Wednesday, 18 February 2015

The Woman in Black 2: Angel of Death

"The Woman in Black 2: Angel of Death" (2015, Tom Harper, Hammer Films) is the sequel to the 2012 film based on the book by Susan Hill.

Set 40 years after the first film, it is now World War 2 and Eel Marsh House is being used to house a group of evacuee children and their two teachers, who have escaped from the Blitz ravished city of London. Unfortunately for the group, our old child-and-frankly-also-everyone-else-hating ghost friend, Jennet (Leanne Best), is still lurking in the shadows looking to wreak further revenge on anyone and everyone for the injustices done to her.

The younger teacher, Miss Eve Parkins (Phoebe Fox), is particularly concerned about a young boy called Edward (Oaklee Pendergast), who's parents died in a bombing, and who has ceased speaking. It isn't long until Eve works out that Jennet has latched onto to Edward, and is exacting revenge on his bullies. A young pilot suffering war trauma, Harry (Jeremy Irvine), also takes a shine to Eve and attempts to help the group out.

Frankly, this film suffers from just being unable to live up to its awesome predecessor. The first film was so wonderfully atmospheric, sad and had quite a surprising number of jumpy bits, that it just can't compete. For one thing, we know the history behind the house already, so there is no dramatic build up. As much as ghosts generally also stick to the same style of haunting, Jennet just seems to be going along with the same schtick but without the bite; the rocking chair scenes, for example, just fail to compare to the original.

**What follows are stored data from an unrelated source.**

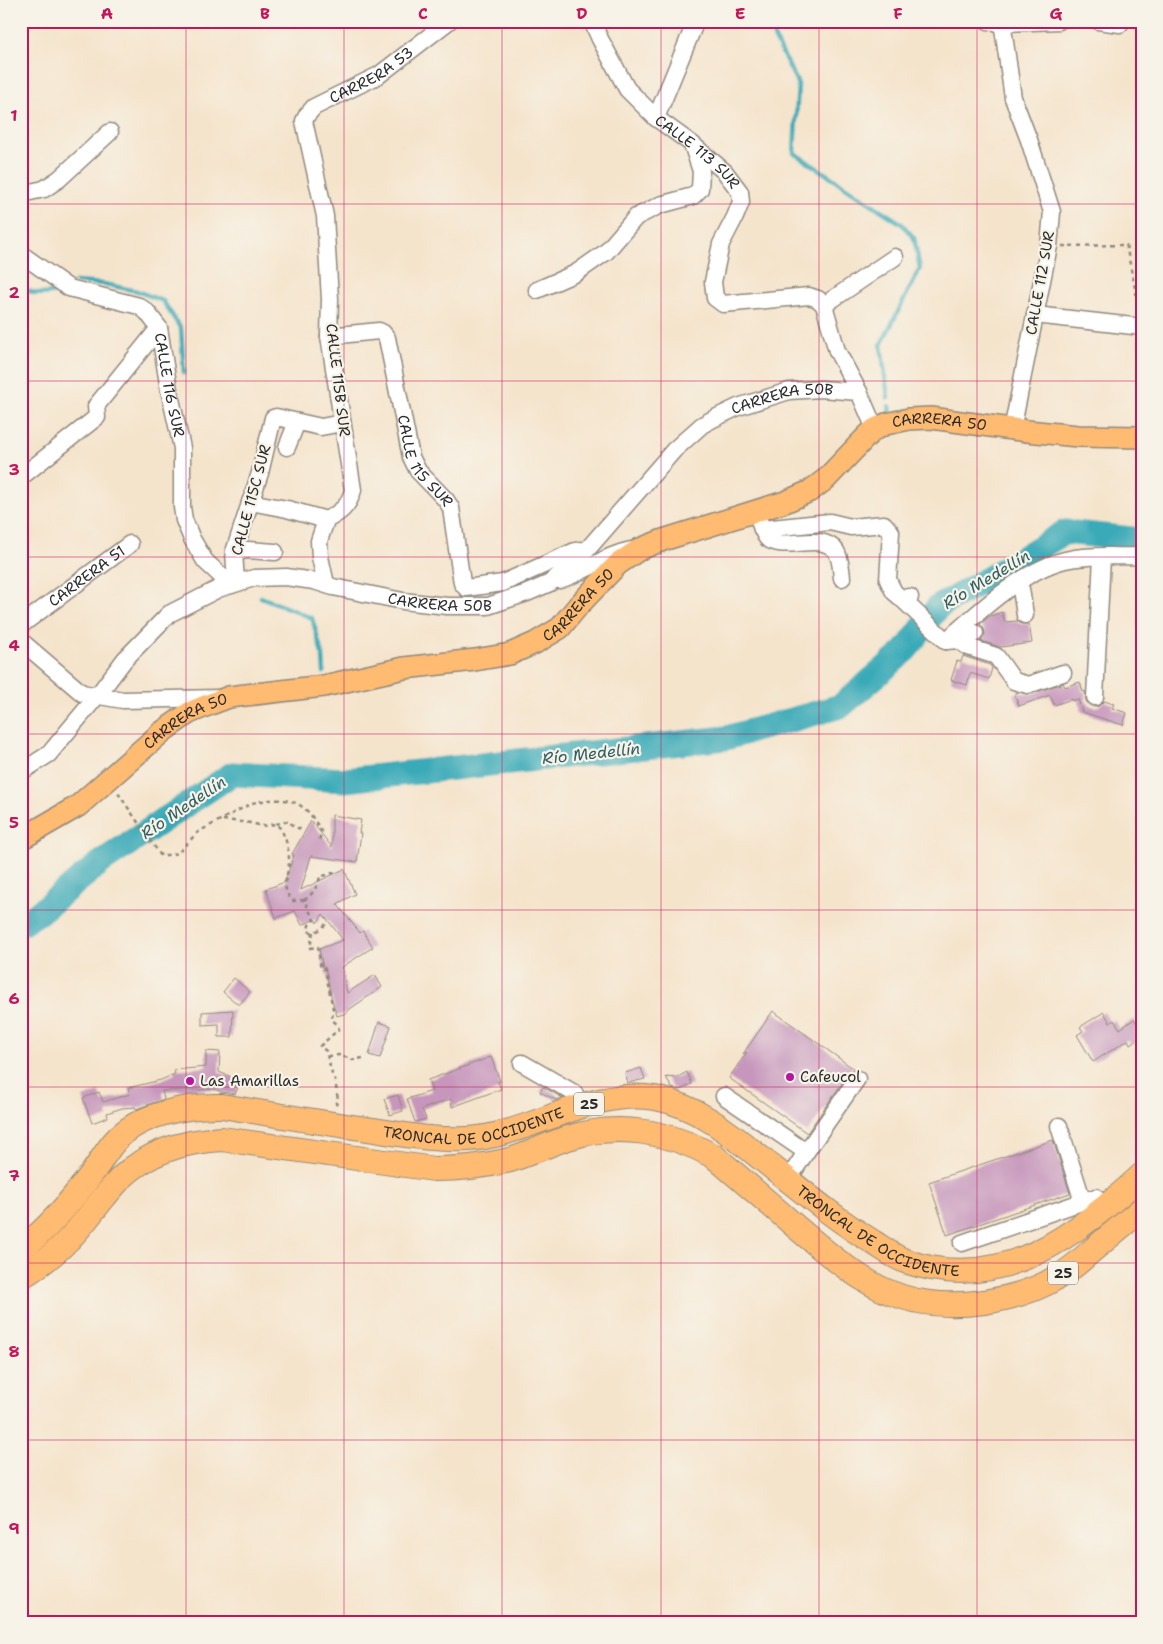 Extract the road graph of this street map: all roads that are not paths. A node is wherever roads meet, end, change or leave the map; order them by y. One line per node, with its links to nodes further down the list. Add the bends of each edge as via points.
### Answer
1 (448, 21): 8 (street, CARRERA 53, via 379,75)
2 (592, 21): 9 (street, CALLE 113 SUR, via 627,89)
3 (696, 21): 9 (street)
4 (1059, 21): 6 (street)
5 (1098, 21): 7 (street)
6 (997, 22): 17 (street, CALLE 112 SUR, via 1013,98 1052,212 1049,246)
7 (1120, 24)
8 (314, 107): 20 (street, CALLE 115B SUR, via 304,121 324,216 330,300)
9 (656, 118): 11 (street, CALLE 113 SUR)
10 (110, 132): 12 (street, via 59,179 44,189)
11 (692, 144): 15 (street, via 701,171 700,189 693,196 660,205 636,217 606,252 576,273); 16 (street, CALLE 113 SUR, via 725,172 740,192 741,202 721,244 713,282 715,298 723,304 809,296)
12 (21, 194)
13 (21, 254): 19 (street, CALLE 116 SUR, via 69,288 140,306)
14 (896, 257): 16 (street)
15 (537, 290)
16 (824, 305): 21 (street, via 837,351)
17 (1035, 314): 18 (street); 25 (street, CALLE 112 SUR)
18 (1142, 327)
19 (159, 328): 28 (street, via 96,406 97,417); 42 (street, CALLE 116 SUR, via 182,448 184,520 205,561)
20 (328, 336): 23 (street, CALLE 115B SUR); 34 (street, CALLE 115 SUR, via 379,330 387,338 411,457 418,471 451,508 462,583 466,588 503,583 575,551)
21 (859, 392): 24 (street); 34 (street, CARRERA 50B, via 790,391 738,407 702,425 674,450)
22 (297, 422): 23 (street, via 321,427); 27 (street); 29 (street, CALLE 115C SUR, via 273,418)
23 (342, 423): 30 (street, CALLE 115B SUR, via 354,490 339,514)
24 (875, 429): 25 (main road, CARRERA 50, via 909,419 931,418); 31 (main road, CARRERA 50, via 826,479)
25 (1012, 430): 26 (main road, CARRERA 50)
26 (1142, 437)
27 (287, 447)
28 (21, 477)
29 (250, 502): 30 (street); 35 (street, CALLE 115C SUR)
30 (326, 520): 43 (street, via 319,541)
31 (759, 521): 33 (main road, CARRERA 50, via 687,532); 39 (street, via 767,538 774,542 812,542 826,544 835,550); 47 (street, via 830,522 851,527 884,524 891,532 888,580 894,592)
32 (130, 544): 45 (street, CARRERA 51)
33 (648, 546): 40 (street, via 618,552 570,577); 51 (main road, CARRERA 50, via 618,564 560,628 510,654 404,668 324,686)
34 (586, 550): 40 (street, CARRERA 50B)
35 (234, 552): 36 (street); 42 (street, CALLE 115C SUR)
36 (275, 552)
37 (1142, 556): 38 (street)
38 (1102, 557): 41 (street, via 1066,559 1045,566); 52 (street)
39 (842, 578)
40 (550, 583): 43 (street, CARRERA 50B, via 481,607 403,601)
41 (1018, 583): 44 (street); 47 (street, via 973,616)
42 (233, 584): 43 (street, CARRERA 50B, via 254,578 286,577); 50 (street, CARRERA 50B, via 170,614 125,659)
43 (326, 584)
44 (1025, 615)
45 (21, 625)
46 (975, 633): 47 (street)
47 (952, 640): 49 (street, via 996,656 1014,681 1028,685)
48 (21, 641): 50 (street, via 82,692)
49 (1063, 673)
50 (97, 696): 51 (street, via 123,700); 53 (street, CARRERA 50B, via 48,754)
51 (229, 697): 54 (main road, CARRERA 50, via 189,713 162,732 78,806)
52 (1095, 697)
53 (21, 772)
54 (21, 839)
55 (522, 1063): 58 (street, via 574,1093)
56 (857, 1079): 60 (street)
57 (724, 1096): 60 (street)
58 (583, 1106): 62 (highway, TRONCAL DE OCCIDENTE / 25, via 638,1097 671,1102 725,1130); 65 (highway, TRONCAL DE OCCIDENTE / 25, via 469,1140 433,1138 222,1106 166,1112 130,1129 115,1141 60,1212)
59 (1059, 1126): 64 (street, via 1090,1199)
60 (806, 1152): 62 (street)
61 (1142, 1175): 62 (highway, TRONCAL DE OCCIDENTE / 25, via 1105,1208 1051,1246 1015,1262 964,1272 907,1262 889,1253 848,1227)
62 (788, 1180)
63 (1142, 1209): 66 (highway, TRONCAL DE OCCIDENTE / 25, via 1058,1278 1018,1294 992,1300 941,1304 896,1296 858,1277 835,1261 715,1157 696,1146 657,1134 623,1129 588,1133 513,1159 461,1169 434,1169 222,1139 199,1140 156,1153 137,1164 121,1178 71,1238)
64 (962, 1243)
65 (21, 1249)
66 (21, 1277)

I did enjoy the inclusion of the wax cylinders, which are a sneaky nudge and wink to another version of the original film from 1989, however.

As much as there are some good scenes, the film just fails to create the same level of creep factor and the characters are not as relatable as in the original, so it's hard to care too much when things go awry. Although, this film is not scared to axe a few kids!

Frankly, there was no need for Hammer to create a sequel to what was an amazingly effective traditional horror film and by doing so they have just successfully released a humdrum, lacklustre and unnecessary follow up, which just can't compare.